### PROBLEM REQUIREMENTS
In the listing that follows, copy out each line that includes the word "this".

-- Opening Marker --

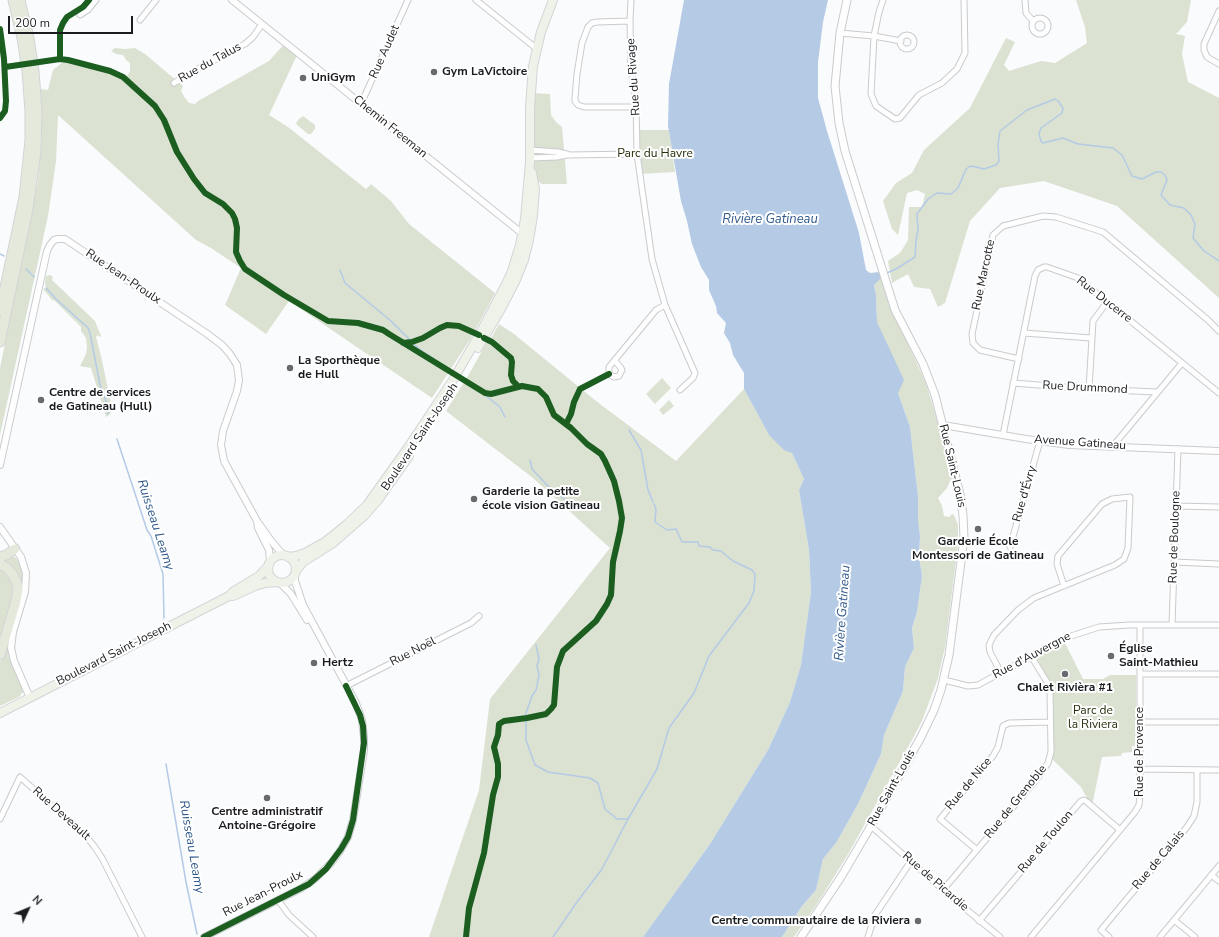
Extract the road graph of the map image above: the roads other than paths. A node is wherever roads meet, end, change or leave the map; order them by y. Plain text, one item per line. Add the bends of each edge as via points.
1 (13, 0) edge
2 (20, 0) edge
3 (96, 0) edge
4 (156, 0) edge
5 (232, 0) edge
6 (408, 0) edge
7 (476, 0) edge
8 (552, 0) edge
9 (631, 0) edge
10 (847, 0) edge
11 (883, 0) edge
12 (964, 0) edge
13 (1025, 0) edge
14 (1219, 11) edge
15 (80, 15) dead end
16 (140, 20) dead end
17 (630, 21) junction
18 (1033, 21) dead end
19 (262, 24) junction
20 (840, 33) junction
21 (874, 36) junction
22 (901, 41) dead end
23 (537, 49) junction
24 (1219, 64) edge
25 (174, 84) dead end
26 (361, 104) junction
27 (637, 106) junction
28 (637, 154) junction
29 (568, 155) junction
30 (530, 157) junction
31 (523, 233) junction
32 (529, 240) junction
33 (1107, 302) junction
34 (665, 305) junction
35 (0, 311) edge
36 (1219, 331) edge
37 (1024, 333) junction
38 (1091, 338) junction
39 (0, 342) edge
40 (1019, 359) junction
41 (615, 360) dead end
42 (1182, 363) junction
43 (1013, 383) junction
44 (1090, 389) junction
45 (680, 390) dead end
46 (1157, 392) junction
47 (1219, 393) edge
48 (943, 425) junction
49 (1003, 435) junction
50 (1040, 441) junction
51 (1113, 446) junction
52 (1178, 449) junction
53 (1219, 451) edge
54 (0, 465) edge
55 (1176, 506) junction
56 (1219, 507) edge
57 (257, 521) junction
58 (0, 527) edge
59 (1010, 547) dead end
60 (15, 549) junction
61 (286, 556) junction
62 (0, 557) edge
63 (1174, 562) junction
64 (0, 564) edge
65 (270, 564) junction
66 (1219, 564) edge
67 (295, 573) junction
68 (278, 583) junction
69 (1064, 586) junction
70 (229, 596) junction
71 (479, 616) dead end
72 (1219, 624) edge
73 (1140, 625) junction
74 (1172, 625) junction
75 (315, 628) junction
76 (0, 655) edge
77 (1031, 656) junction
78 (1000, 673) junction
79 (1140, 674) junction
80 (1219, 674) edge
81 (944, 680) junction
82 (346, 686) junction
83 (30, 698) junction
84 (0, 713) edge
85 (1050, 722) junction
86 (1140, 722) junction
87 (1219, 722) edge
88 (1140, 769) junction
89 (1197, 770) junction
90 (1219, 770) edge
91 (0, 819) edge
92 (871, 826) junction
93 (1120, 830) junction
94 (977, 850) junction
95 (911, 861) junction
96 (1219, 866) edge
97 (1212, 875) junction
98 (1219, 881) edge
99 (943, 890) junction
100 (278, 900) junction
101 (1174, 920) junction
102 (979, 921) junction
103 (142, 937) edge
104 (204, 937) edge
105 (313, 937) edge
106 (801, 937) edge
107 (868, 937) edge
108 (1000, 937) edge
109 (1031, 937) edge
110 (1109, 937) edge
111 (1160, 937) edge
112 (1196, 937) edge

1 - 35 highway via 27,71 30,140 24,197
2 - 39 highway via 30,43 35,83 36,157 28,209
3 - 15 street
4 - 16 street
5 - 19 street, Chemin Freeman
6 - 26 street, Rue Audet
7 - 23 street
8 - 23 main road, Boulevard Saint-Joseph
9 - 17 street, Rue du Rivage
10 - 20 main road, Rue Saint-Louis
11 - 21 street
12 - 21 street via 964,53 958,68 942,83 919,95 900,118 893,119 876,106 871,94
13 - 18 street via 1026,13
14 - 24 street via 1204,44 1207,57
17 - 27 street, Rue du Rivage via 631,75
17 - 27 street via 597,22 588,27 582,44 575,98 576,103 581,106
19 - 25 street, Rue du Talus via 249,41
19 - 26 street, Chemin Freeman
20 - 21 street
20 - 48 main road, Rue Saint-Louis via 835,86 845,151 898,316 930,381
21 - 22 street
23 - 30 main road, Boulevard Saint-Joseph via 532,84
26 - 31 street, Chemin Freeman
27 - 28 street, Rue du Rivage
28 - 29 street
28 - 34 street, Rue du Rivage via 652,259
29 - 30 street
29 - 30 street via 558,152
30 - 31 main road, Boulevard Saint-Joseph
30 - 32 main road, Boulevard Saint-Joseph via 535,195
31 - 32 street, Chemin Freeman
31 - 61 main road, Boulevard Saint-Joseph via 512,271 479,335 449,387 370,501 325,542 305,554
32 - 67 main road, Boulevard Saint-Joseph via 519,273 495,320 457,384 382,494 358,523 333,544 303,562
33 - 37 street, Rue Ducerre via 1075,276 1044,267 1038,270 1035,276
33 - 38 street via 1094,319
33 - 42 street, Rue Ducerre
34 - 41 street via 656,310
34 - 45 street, Rue du Rivage via 695,373
36 - 40 street, Rue Marcotte via 1103,232 1056,217 1043,216 1003,226 993,235 972,334 973,343 980,350
37 - 38 street
37 - 40 street, Rue Ducerre
38 - 44 street
40 - 43 street, Rue Ducerre
42 - 46 street
42 - 47 street, Rue Ducerre
43 - 44 street, Rue Drummond
43 - 49 street, Rue Ducerre
44 - 46 street, Rue Drummond
46 - 51 street
48 - 49 street, Avenue Gatineau
48 - 81 main road, Rue Saint-Louis via 960,494 964,538 951,645
49 - 50 street, Avenue Gatineau
50 - 51 street, Avenue Gatineau via 1069,445
50 - 59 street, Rue d'Évry
51 - 52 street, Avenue Gatineau
52 - 53 street, Avenue Gatineau
52 - 55 street, Rue de Boulogne
54 - 57 street, Rue Jean-Proulx via 46,254 53,241 65,239 206,333 231,355 238,371 238,386 223,431 222,450 227,468
55 - 56 street
55 - 63 street, Rue de Boulogne
57 - 61 street, Rue Jean-Proulx
57 - 65 street, Rue Jean-Proulx via 269,550
58 - 60 street
60 - 62 highway
60 - 83 street via 24,566 27,582 12,637 11,651
61 - 65 main road via 275,558
61 - 67 main road via 294,563
63 - 66 street
63 - 74 street, Rue de Boulogne
64 - 76 highway via 11,572 18,588
65 - 68 main road via 269,573
65 - 70 main road, Boulevard Saint-Joseph via 259,576
67 - 68 main road via 287,582
67 - 75 street, Rue Jean-Proulx via 300,598
68 - 70 main road, Boulevard Saint-Joseph via 265,583
68 - 75 street, Rue Jean-Proulx via 291,594
69 - 69 street via 1124,559 1128,548 1130,497 1112,499 1102,504 1058,556 1058,568
69 - 78 street via 1034,598 1022,606 992,638 988,648
70 - 83 main road, Boulevard Saint-Joseph
71 - 82 street, Rue Noël via 472,623
72 - 74 street, Rue d'Auvergne
73 - 74 street, Rue d'Auvergne
73 - 77 street, Rue d'Auvergne via 1104,626 1084,631
73 - 79 street, Rue de Provence
75 - 82 street, Rue Jean-Proulx
77 - 78 street, Rue d'Auvergne
77 - 85 street, Rue de Grenoble via 1050,691
78 - 81 street, Rue d'Auvergne via 972,687
79 - 80 street
79 - 86 street, Rue de Provence
81 - 92 main road, Rue Saint-Louis via 924,731
82 - 100 street, Rue Jean-Proulx via 360,715 364,743 351,828 341,849 326,869 308,884
83 - 84 main road, Boulevard Saint-Joseph
85 - 94 street, Rue de Grenoble via 1051,752 1048,763
85 - 94 street, Rue de Nice via 1005,724 993,756 940,819
86 - 87 street
86 - 88 street, Rue de Provence
88 - 89 street
88 - 93 street, Rue de Provence via 1139,805
89 - 90 street
89 - 110 street, Rue de Calais via 1197,802 1194,816 1100,930
91 - 103 street, Rue Deveault via 20,777 90,840 102,858
92 - 95 street, Rue de Picardie
92 - 106 main road, Rue Saint-Louis
93 - 102 street, Rue de Toulon via 1087,802 1081,801
93 - 109 street, Rue de Provence
94 - 99 street, Rue de Grenoble
95 - 99 street, Rue de Picardie
95 - 107 street via 875,915
96 - 97 street
97 - 98 street
97 - 101 street
99 - 102 street, Rue de Picardie
100 - 104 street, Rue Jean-Proulx
100 - 105 street via 288,915
101 - 111 street
101 - 112 street
102 - 108 street, Rue de Picardie

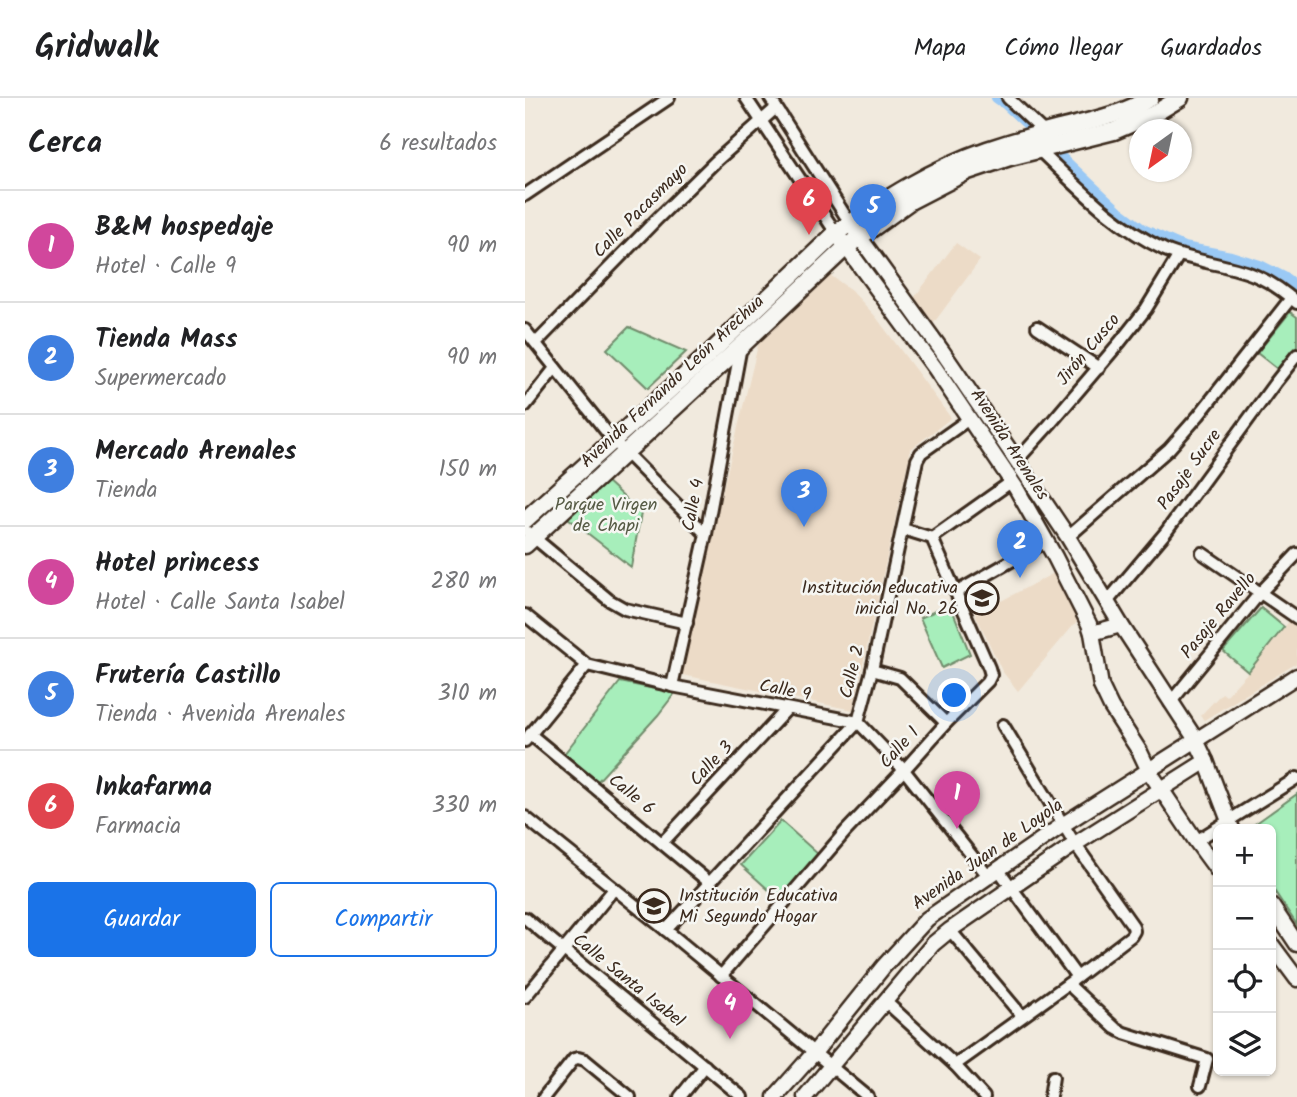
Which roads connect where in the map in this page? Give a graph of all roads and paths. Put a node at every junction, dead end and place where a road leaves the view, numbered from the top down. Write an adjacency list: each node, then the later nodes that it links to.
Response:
1 (669, 98): 10 (street)
2 (746, 98): 7 (street)
3 (1008, 98): 8 (street)
4 (1150, 98): 8 (main road, Avenida Fernando León Arechua)
5 (1180, 98): 9 (main road, Avenida Fernando León Arechua)
6 (773, 103): 7 (street, Calle Pacasmayo); 12 (street, Avenida Arenales)
7 (761, 120): 11 (street); 18 (street, Calle Pacasmayo)
8 (1045, 133): 12 (main road, Avenida Fernando León Arechua)
9 (1040, 151): 12 (main road, Avenida Fernando León Arechua); 13 (street)
10 (525, 195)
11 (836, 233): 12 (main road, Avenida Fernando León Arechua); 17 (main road, Avenida Fernando León Arechua)
12 (851, 235): 19 (main road, Avenida Fernando León Arechua); 24 (street, Avenida Arenales); 27 (street, Avenida Arenales)
13 (1178, 255): 14 (street); 22 (street, Jirón Cusco)
14 (1294, 301): 33 (street)
15 (1037, 327): 22 (street)
16 (525, 330): 18 (street)
17 (730, 334): 19 (street); 25 (main road, Avenida Fernando León Arechua)
18 (536, 343): 21 (street)
19 (741, 346): 26 (main road, Avenida Fernando León Arechua); 31 (street, Calle 4)
20 (1297, 355): 40 (street, Pasaje Sucre)
21 (555, 368): 23 (street); 25 (street)
22 (1099, 368): 27 (street, Jirón Cusco)
23 (525, 406)
24 (969, 419): 28 (street, Avenida Arenales); 30 (street, Calle 2)
25 (613, 440): 26 (street); 29 (main road, Avenida Fernando León Arechua)
26 (625, 452): 31 (street); 32 (main road, Avenida Fernando León Arechua)
27 (1015, 458): 33 (street, Avenida Arenales)
28 (1011, 482): 34 (street); 35 (street, Avenida Arenales)
29 (525, 520)
30 (906, 530): 34 (street); 47 (street, Calle 2)
31 (706, 534): 43 (street, Calle 4)
32 (528, 537): 43 (street)
33 (1067, 537): 40 (street, Avenida Arenales)
34 (932, 538): 38 (street, Calle 1)
35 (1046, 541): 38 (street); 45 (street, Avenida Arenales)
36 (1202, 553): 39 (street)
37 (1297, 554): 39 (street, Pasaje Ravello)
38 (957, 592): 53 (street, Calle 1)
39 (1260, 593): 42 (street); 50 (street, Pasaje Ravello)
40 (1107, 602): 44 (street, Avenida Arenales)
41 (525, 615): 46 (street, Calle 9)
42 (1297, 618)
43 (687, 623): 49 (street, Calle 4)
44 (1121, 625): 45 (street); 50 (street, Avenida Arenales)
45 (1092, 633): 59 (street, Avenida Arenales)
46 (587, 665): 49 (street, Calle 9); 55 (street)
47 (872, 670): 52 (street, Calle 2); 53 (street)
48 (1297, 676): 56 (street, Avenida Juan de Loyola)
49 (673, 686): 51 (street, Calle 9)
50 (1170, 703): 56 (street, Avenida Arenales)
51 (787, 709): 52 (street, Calle 9); 68 (street, Calle 3)
52 (858, 722): 58 (street); 72 (street, Calle 2)
53 (946, 723): 58 (street, Calle 1)
54 (1003, 725): 63 (street)
55 (528, 738): 68 (street, Calle 6)
56 (1196, 740): 57 (street, Avenida Arenales); 59 (street, Avenida Juan de Loyola)
57 (1206, 761): 61 (street); 64 (street, Avenida Arenales)
58 (904, 770): 71 (street); 82 (street, Calle 1)
59 (1149, 771): 61 (street, Avenida Arenales); 63 (street, Avenida Juan de Loyola)
60 (1297, 778): 65 (street)
61 (1161, 789): 67 (street, Avenida Arenales); 69 (street)
62 (525, 817): 74 (street)
63 (1064, 824): 69 (street); 71 (street, Avenida Juan de Loyola)
64 (1230, 824)
65 (1231, 824)
66 (1213, 833): 67 (street)
67 (1196, 841): 70 (street, Avenida Arenales)
68 (662, 843): 72 (street, Calle 6)
69 (1075, 844): 73 (street); 84 (street)
70 (1213, 864)
71 (993, 873): 73 (street); 88 (street, Avenida Juan de Loyola)
72 (710, 883): 77 (street, Calle 2)
73 (1011, 888): 78 (street); 84 (street)
74 (614, 889): 77 (street); 80 (street)
75 (1276, 912): 79 (street)
76 (525, 918): 80 (street, Calle Santa Isabel)
77 (666, 930): 82 (street)
78 (950, 930): 86 (street); 87 (street)
79 (1297, 944)
80 (564, 950): 85 (street); 90 (street, Calle Santa Isabel)
81 (1275, 950): 83 (street)
82 (721, 976): 88 (street)
83 (1297, 979)
84 (1072, 981): 87 (street); 93 (street)
85 (525, 997)
86 (885, 1001): 89 (street); 91 (street)
87 (1022, 1016): 89 (street)
88 (814, 1053): 91 (street); 98 (street, Avenida Juan de Loyola)
89 (955, 1065): 101 (street)
90 (705, 1066): 96 (street); 97 (street, Calle Santa Isabel)
91 (831, 1067): 99 (street); 100 (street)
92 (1053, 1077): 102 (street)
93 (1200, 1086)
94 (544, 1097): 95 (street)
95 (629, 1097)
96 (680, 1097)
97 (742, 1097)
98 (775, 1097)
99 (805, 1097)
100 (868, 1097)
101 (984, 1097)
102 (1050, 1097)

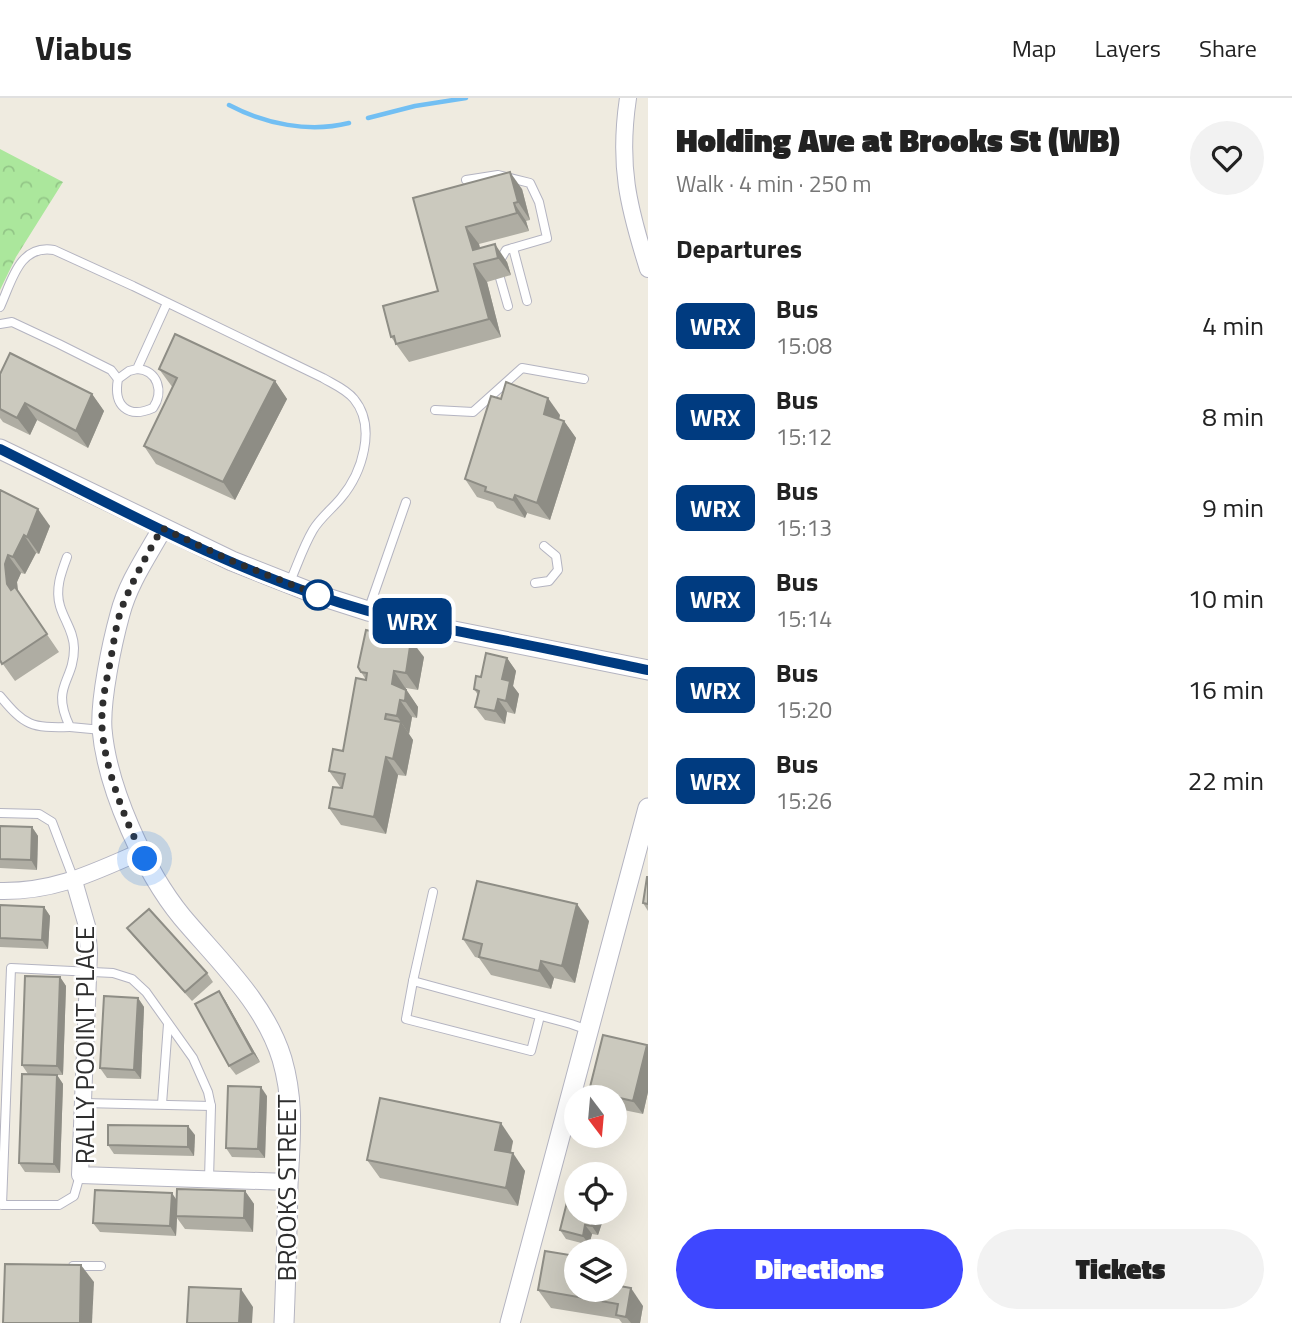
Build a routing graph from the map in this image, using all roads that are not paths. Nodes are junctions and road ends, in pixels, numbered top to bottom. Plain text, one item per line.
1 (628, 98) edge
2 (466, 180) dead end
3 (513, 248) junction
4 (497, 265) edge
5 (648, 269) edge
6 (500, 278) dead end
7 (527, 301) dead end
8 (167, 303) junction
9 (508, 306) dead end
10 (0, 307) edge
11 (0, 324) edge
12 (137, 369) junction
13 (118, 379) junction
14 (584, 379) dead end
15 (435, 410) dead end
16 (0, 449) edge
17 (406, 502) dead end
18 (162, 528) junction
19 (544, 546) dead end
20 (67, 557) dead end
21 (535, 583) dead end
22 (289, 584) junction
23 (368, 611) junction
24 (648, 670) edge
25 (0, 696) edge
26 (70, 727) junction
27 (102, 730) junction
28 (648, 808) edge
29 (0, 813) edge
30 (141, 852) junction
31 (74, 881) junction
32 (0, 891) edge
33 (433, 892) dead end
34 (0, 968) edge
35 (11, 968) junction
36 (89, 970) junction
37 (413, 981) junction
38 (540, 1016) junction
39 (168, 1023) junction
40 (588, 1030) junction
41 (83, 1103) junction
42 (162, 1104) junction
43 (211, 1106) junction
44 (80, 1175) junction
45 (209, 1179) junction
46 (288, 1182) junction
47 (63, 1265) edge
48 (101, 1266) dead end
49 (284, 1323) edge
50 (510, 1323) edge

1 - 5 street
2 - 3 lane
3 - 4 lane
3 - 7 lane
6 - 9 lane
8 - 10 lane
8 - 12 lane
8 - 22 lane
11 - 13 lane
12 - 13 lane
12 - 13 lane
14 - 15 lane
16 - 18 street
17 - 23 lane
18 - 22 street
18 - 27 street, BROOKS STREET
19 - 21 lane
20 - 26 lane
22 - 23 street
23 - 24 street
25 - 26 lane
26 - 27 lane
27 - 30 street, BROOKS STREET
28 - 40 street
29 - 31 lane
30 - 31 street
30 - 46 street, BROOKS STREET
31 - 32 street
31 - 36 street, RALLY POOINT PLACE
33 - 37 lane
34 - 35 lane
35 - 36 lane
35 - 44 lane
36 - 39 lane
36 - 41 street, RALLY POOINT PLACE
37 - 38 lane
37 - 38 lane
38 - 40 lane
39 - 42 lane
39 - 43 lane
40 - 50 street
41 - 42 lane
41 - 44 street, RALLY POOINT PLACE
42 - 43 lane
43 - 45 lane
44 - 45 street, RALLY POOINT PLACE
45 - 46 street, RALLY POOINT PLACE
46 - 49 street, BROOKS STREET
47 - 48 lane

-- Closing Marker --

### EXERCISE ANSWER
Which roads connect where in the map in this page? Give a graph of all roads and paths. Put a node at every junction, dead end and place where a road leaves the view, numbered from the top down. Write an adjacency list: each node, then the later nodes that it links to.
Build a routing graph from the map in this image, using all roads that are not paths. Nodes are junctions and road ends, in pixels, numbered top to bottom. Plain text, one item per line.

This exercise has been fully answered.